Die KAGes ist schon länger für seine Innovationskultur bekannt. Was machen die Steiermärkischen Krankenanstalten besser? „Ich weiß nicht, ob wir besser sind“, sagt Grasser. „Tatsache ist, dass wir Dinge früh erkennen und stark auf Innovationen setzen, das vom Management immer unterstützt wird. Wir überlegen uns ständig, was wir besser machen können. Beispiel Bewerbungsprozess, der bis zur Einstellung vollkommen digital ist. Da gibt es nichts Analoges mehr. Es geht immer darum, den Bedarf – und auch die Bedürfnisse – der Kunden zu verstehen. Und zu überlegen, wie wir Prozesse verbessern können. Wir bieten dazu die passenden Voraussetzungen: Die richtigen IT-Mitarbeiter und -Mitarbeiterinnen und das richtige Management, das uns den Freiraum gibt, Innovationen zu schaffen.“

Michael Georg Grasser weist darauf hin, dass Fortschritt stets hinterfragt werden müsse. „Natürlich wollen wir Technologieführer sein, der Innovator. Die Frage, die wir uns aber immer stellen müssen: Was bringt es den Patienten, was den Mitarbeitern? Und wie können wir mit Innovation einen Mehrwert für die Organisation schaffen? Es ist unerheblich, welche Funktion jemand ausübt, egal, ob ich im Vorstand sitze oder für den Bereich IT-Infrastruktur zuständig bin, es geht immer darum, die Themen aus der Unternehmensperspektive zu betrachten. Was bringt es uns? Was ist der wirkliche Mehrwert? Und auf der anderen Seite: Welches Risiko, welche Gefahren sind mit den Maßnahmen verbunden?“ Demzufolge wird bei der KAGes IT-Sicherheit groß geschrieben. „Wir lassen uns ständig testen. Mir ist es lieber, ein Friendly Hacker erkennt unsere Schwachstellen als andere. Cyber-Security ist ein Thema, das sich durch viele unserer Projekte zieht. Dabei geht es nicht nur um Angriffe von außerhalb, sondern auch um interne Mitarbeiter und Mitarbeiterinnen, die einen USB-Stick nutzen oder eine Spam-Mail öffnen.“

Eines der aktuellen Projekte heißt Network-Tech-Refresh. Im Zentrum steht die Erneuerung der rund 1.800 Netzwerkkomponenten, um noch mehr zu segmentieren und noch besser den Datenverkehr, der hier stattfindet, zu verstehen – Stichwort Erkennung von Anomalien.

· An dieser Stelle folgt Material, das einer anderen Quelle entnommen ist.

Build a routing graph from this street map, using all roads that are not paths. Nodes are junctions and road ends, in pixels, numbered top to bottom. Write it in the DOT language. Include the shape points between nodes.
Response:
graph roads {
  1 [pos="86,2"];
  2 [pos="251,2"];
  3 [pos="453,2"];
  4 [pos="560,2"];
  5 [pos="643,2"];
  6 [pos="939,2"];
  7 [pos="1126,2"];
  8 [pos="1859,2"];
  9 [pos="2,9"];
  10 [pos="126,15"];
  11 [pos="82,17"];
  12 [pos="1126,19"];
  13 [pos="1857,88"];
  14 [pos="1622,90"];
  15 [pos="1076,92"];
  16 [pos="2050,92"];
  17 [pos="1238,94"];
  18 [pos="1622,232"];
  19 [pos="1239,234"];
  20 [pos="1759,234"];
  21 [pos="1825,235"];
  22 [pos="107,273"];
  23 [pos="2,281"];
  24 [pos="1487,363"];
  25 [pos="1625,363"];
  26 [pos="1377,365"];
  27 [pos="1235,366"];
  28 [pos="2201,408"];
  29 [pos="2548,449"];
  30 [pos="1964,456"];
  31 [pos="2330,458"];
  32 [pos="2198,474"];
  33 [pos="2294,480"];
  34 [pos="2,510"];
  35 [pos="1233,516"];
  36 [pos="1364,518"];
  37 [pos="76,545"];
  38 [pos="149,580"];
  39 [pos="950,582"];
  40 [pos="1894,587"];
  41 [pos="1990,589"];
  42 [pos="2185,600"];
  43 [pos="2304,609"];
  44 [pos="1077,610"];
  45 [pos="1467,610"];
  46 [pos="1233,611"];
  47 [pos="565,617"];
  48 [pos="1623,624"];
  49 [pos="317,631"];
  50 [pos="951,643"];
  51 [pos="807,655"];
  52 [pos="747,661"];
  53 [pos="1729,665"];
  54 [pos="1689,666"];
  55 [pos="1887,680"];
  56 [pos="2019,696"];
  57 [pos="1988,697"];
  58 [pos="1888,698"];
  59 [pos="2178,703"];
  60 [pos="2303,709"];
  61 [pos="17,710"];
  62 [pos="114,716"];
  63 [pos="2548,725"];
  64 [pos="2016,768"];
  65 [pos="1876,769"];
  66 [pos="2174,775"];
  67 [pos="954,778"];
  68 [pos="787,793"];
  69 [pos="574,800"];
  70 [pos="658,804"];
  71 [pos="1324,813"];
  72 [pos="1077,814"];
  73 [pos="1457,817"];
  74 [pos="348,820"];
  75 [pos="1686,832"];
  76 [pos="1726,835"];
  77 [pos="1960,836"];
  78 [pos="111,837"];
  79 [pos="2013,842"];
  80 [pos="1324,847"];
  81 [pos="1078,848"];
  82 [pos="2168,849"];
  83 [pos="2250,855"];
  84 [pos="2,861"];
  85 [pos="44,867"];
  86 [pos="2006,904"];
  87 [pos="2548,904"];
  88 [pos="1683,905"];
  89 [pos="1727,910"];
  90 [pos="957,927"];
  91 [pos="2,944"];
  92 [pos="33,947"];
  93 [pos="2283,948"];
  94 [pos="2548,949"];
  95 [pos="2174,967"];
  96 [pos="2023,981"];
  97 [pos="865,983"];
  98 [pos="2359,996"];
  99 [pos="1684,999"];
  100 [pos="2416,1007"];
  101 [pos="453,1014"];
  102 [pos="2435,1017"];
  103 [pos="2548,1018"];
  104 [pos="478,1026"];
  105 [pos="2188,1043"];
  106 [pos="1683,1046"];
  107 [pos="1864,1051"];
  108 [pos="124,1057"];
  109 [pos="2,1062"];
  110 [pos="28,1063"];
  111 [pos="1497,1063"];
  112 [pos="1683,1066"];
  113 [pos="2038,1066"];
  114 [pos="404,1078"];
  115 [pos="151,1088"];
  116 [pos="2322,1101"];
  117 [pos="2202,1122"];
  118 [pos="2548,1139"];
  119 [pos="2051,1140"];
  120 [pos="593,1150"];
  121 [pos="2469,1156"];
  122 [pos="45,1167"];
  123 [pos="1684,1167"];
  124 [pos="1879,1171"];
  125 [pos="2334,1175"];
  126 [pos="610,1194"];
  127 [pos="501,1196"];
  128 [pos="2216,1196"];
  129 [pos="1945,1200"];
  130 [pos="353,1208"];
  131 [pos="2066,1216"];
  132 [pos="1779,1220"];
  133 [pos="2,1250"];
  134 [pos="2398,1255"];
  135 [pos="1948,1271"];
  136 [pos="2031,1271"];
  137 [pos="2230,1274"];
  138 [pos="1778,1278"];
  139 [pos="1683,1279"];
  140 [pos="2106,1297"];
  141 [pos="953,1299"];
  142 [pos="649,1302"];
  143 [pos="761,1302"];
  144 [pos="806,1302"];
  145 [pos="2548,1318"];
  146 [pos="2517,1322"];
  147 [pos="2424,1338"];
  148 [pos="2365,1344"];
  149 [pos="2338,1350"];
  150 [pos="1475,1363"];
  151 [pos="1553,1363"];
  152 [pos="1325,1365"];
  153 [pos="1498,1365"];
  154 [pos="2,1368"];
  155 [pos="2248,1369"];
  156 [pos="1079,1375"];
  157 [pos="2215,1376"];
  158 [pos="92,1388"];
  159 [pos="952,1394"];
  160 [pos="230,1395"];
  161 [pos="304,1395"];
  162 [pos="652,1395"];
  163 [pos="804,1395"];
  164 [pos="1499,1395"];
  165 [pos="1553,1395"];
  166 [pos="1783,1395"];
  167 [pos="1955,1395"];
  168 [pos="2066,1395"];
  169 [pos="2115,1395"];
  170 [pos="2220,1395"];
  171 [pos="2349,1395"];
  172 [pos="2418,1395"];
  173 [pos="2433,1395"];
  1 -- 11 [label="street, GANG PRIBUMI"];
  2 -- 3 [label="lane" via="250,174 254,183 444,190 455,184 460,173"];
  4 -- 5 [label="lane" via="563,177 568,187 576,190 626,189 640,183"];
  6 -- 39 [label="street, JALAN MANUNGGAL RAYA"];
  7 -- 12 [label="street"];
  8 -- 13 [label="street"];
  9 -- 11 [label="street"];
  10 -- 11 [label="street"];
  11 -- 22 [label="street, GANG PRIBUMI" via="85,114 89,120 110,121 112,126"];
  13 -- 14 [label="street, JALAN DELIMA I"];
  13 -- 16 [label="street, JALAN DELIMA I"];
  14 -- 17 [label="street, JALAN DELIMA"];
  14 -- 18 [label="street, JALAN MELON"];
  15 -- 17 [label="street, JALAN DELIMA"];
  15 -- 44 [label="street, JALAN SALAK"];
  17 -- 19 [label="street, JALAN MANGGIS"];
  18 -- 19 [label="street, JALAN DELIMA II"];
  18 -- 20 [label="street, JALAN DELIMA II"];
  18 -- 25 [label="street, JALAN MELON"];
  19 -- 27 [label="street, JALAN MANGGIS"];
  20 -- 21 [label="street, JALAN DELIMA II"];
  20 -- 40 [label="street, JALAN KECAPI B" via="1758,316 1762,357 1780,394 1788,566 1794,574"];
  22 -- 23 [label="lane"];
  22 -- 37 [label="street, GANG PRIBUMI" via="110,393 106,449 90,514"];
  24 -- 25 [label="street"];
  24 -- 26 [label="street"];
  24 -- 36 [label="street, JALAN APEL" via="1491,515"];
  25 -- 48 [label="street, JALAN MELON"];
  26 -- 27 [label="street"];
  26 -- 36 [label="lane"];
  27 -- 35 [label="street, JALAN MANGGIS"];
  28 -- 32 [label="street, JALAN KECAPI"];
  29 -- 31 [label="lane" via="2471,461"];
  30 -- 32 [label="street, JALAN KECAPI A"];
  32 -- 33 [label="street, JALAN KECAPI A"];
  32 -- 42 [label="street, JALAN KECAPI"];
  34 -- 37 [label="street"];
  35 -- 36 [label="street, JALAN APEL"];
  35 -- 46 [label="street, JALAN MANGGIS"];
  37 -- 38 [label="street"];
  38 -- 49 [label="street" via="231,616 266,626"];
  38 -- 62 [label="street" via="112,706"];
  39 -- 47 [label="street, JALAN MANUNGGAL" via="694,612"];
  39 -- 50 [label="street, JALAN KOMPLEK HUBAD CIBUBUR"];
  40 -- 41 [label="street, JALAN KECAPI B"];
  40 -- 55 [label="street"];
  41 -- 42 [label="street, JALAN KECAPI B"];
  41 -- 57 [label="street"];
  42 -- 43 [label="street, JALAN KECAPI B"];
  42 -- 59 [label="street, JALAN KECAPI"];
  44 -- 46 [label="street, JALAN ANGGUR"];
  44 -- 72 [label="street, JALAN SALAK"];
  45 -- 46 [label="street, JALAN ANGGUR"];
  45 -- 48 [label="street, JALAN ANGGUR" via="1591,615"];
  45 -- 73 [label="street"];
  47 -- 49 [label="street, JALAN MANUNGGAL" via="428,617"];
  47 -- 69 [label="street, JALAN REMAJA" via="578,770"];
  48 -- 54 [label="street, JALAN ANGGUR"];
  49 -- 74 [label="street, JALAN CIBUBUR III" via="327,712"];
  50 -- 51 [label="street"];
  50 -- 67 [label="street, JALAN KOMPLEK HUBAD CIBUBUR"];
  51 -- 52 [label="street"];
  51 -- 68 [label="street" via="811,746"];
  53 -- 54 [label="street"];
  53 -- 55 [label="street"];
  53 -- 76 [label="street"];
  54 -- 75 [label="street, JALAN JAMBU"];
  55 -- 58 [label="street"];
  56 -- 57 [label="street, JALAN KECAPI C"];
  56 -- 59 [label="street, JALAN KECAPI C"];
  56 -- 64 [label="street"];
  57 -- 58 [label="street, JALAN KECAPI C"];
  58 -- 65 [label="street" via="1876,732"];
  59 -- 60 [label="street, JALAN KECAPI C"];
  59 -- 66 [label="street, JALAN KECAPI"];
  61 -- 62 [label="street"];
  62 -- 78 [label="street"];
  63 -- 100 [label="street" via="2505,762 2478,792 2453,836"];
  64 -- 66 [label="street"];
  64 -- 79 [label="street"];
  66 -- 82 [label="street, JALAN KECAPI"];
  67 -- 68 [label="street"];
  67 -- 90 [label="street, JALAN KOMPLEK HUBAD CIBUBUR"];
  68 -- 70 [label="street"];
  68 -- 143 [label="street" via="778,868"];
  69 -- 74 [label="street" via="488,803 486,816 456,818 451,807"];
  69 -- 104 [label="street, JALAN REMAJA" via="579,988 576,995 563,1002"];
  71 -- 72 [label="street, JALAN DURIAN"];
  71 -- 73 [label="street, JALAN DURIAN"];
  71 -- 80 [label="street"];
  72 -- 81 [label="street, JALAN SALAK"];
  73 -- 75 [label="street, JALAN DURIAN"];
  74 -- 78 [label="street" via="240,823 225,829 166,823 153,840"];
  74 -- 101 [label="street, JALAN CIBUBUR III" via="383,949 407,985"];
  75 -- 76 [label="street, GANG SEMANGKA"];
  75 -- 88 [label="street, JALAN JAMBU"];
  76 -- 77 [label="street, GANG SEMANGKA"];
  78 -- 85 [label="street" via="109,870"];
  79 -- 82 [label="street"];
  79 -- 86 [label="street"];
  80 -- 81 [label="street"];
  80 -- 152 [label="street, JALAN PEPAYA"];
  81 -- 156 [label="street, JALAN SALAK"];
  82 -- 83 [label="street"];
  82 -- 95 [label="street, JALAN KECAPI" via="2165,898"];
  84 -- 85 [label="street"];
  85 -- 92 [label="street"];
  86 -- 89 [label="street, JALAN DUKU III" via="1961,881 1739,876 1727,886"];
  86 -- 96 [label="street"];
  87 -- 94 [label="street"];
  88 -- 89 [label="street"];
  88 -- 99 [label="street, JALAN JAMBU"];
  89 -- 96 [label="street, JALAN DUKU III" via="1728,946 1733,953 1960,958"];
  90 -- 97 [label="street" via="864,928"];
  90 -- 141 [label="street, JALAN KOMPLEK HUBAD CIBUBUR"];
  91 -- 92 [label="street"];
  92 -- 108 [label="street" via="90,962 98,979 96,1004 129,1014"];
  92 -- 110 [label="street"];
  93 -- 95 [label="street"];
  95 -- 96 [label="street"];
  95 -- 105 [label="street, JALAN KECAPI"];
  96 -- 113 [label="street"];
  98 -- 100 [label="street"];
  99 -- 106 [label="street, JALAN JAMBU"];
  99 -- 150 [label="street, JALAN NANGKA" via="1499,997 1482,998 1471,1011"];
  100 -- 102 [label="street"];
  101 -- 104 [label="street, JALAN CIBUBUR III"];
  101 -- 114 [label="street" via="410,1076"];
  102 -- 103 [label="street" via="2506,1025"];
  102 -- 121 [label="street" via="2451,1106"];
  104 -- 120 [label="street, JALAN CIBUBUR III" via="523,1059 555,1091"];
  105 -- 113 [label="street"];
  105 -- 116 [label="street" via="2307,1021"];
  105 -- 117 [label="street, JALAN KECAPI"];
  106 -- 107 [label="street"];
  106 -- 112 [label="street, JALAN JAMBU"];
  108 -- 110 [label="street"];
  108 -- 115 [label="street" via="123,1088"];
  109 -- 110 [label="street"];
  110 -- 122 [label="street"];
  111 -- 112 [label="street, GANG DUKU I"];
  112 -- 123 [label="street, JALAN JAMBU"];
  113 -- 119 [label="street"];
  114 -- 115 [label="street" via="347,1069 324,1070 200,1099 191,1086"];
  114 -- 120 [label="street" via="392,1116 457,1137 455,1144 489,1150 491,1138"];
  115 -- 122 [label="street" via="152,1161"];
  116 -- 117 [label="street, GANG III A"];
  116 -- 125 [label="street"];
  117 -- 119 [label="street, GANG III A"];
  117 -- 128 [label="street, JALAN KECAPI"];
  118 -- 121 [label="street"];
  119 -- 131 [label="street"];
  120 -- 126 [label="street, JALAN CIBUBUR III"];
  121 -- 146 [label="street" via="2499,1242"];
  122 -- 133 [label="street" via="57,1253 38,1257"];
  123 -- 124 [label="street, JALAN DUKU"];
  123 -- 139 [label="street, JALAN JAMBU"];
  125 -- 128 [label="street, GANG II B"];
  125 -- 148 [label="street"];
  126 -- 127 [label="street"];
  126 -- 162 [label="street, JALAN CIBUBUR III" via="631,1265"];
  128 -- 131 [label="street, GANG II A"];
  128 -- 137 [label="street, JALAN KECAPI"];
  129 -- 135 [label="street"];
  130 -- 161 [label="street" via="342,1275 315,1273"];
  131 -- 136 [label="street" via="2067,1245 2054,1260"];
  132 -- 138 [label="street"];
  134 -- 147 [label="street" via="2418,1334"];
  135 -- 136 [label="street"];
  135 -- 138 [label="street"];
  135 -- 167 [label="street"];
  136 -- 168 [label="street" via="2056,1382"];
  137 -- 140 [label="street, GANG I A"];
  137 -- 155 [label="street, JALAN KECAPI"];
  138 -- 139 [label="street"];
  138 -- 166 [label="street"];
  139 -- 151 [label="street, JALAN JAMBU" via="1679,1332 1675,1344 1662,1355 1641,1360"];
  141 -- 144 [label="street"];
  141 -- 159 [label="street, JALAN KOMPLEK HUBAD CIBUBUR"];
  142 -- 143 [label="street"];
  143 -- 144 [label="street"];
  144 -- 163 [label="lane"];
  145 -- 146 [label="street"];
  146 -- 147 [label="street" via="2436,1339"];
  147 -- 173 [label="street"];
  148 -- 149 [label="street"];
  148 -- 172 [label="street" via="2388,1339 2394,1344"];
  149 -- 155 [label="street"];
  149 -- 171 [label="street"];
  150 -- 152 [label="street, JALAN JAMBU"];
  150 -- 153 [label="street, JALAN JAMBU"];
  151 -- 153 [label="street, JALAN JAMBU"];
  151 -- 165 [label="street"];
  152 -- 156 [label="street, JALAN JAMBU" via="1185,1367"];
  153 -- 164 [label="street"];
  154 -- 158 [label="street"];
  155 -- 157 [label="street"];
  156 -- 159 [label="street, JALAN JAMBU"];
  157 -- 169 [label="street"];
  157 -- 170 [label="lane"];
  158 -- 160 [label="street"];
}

Grasser vergleicht die IT mit einem Werkzeugkoffer: „Es geht darum, dass die Mitarbeiter und Mitarbeiterinnen immer das bekommen, was sie brauchen – und das zum richtigen Zeitpunkt, in der richtigen Menge und in der richtigen Qualität. Die Gefahr ist, dass die IT ein Blockierer ist, wenn etwa aus Sicherheitsgründen immer mehr verboten wird. Eine der Herausforderungen der Zukunft wird also sein, dass wir sehr genau die Grenzen definieren, in denen wir uns bewegen müssen – und diese auch bewusst überschreiten, wenn es notwendig ist.“

Umgang mit KI lernen

Ein Anwendungsfall für diesen Ansatz ist künstliche Intelligenz, die natürlich ebenfalls eine Stoßrichtung der KAGes bildet. Obwohl Grassers Fokus auf der IT-Infrastruktur liegt, bestehen zahlreiche Berührungspunkte. Auch hier gelte es, klare Grenzen zu definieren sowie die rechtlichen und technischen Handlungsbedingungen zu fixieren. „Es geht nicht um mögliche Fehler der KI, sondern darum, dass sie die Fachleute in ihrer Aufmerksamkeit beeinflussen könnte. Daher meine Idee: Die Benutzer und Benutzerinnen sollten zunächst unbeeinflusst durch die KI die Fakten analysieren und erst danach das intelligente System zu Rate ziehen.“ Mit anderen Worten: Man muss den Umgang mit der KI erst lernen.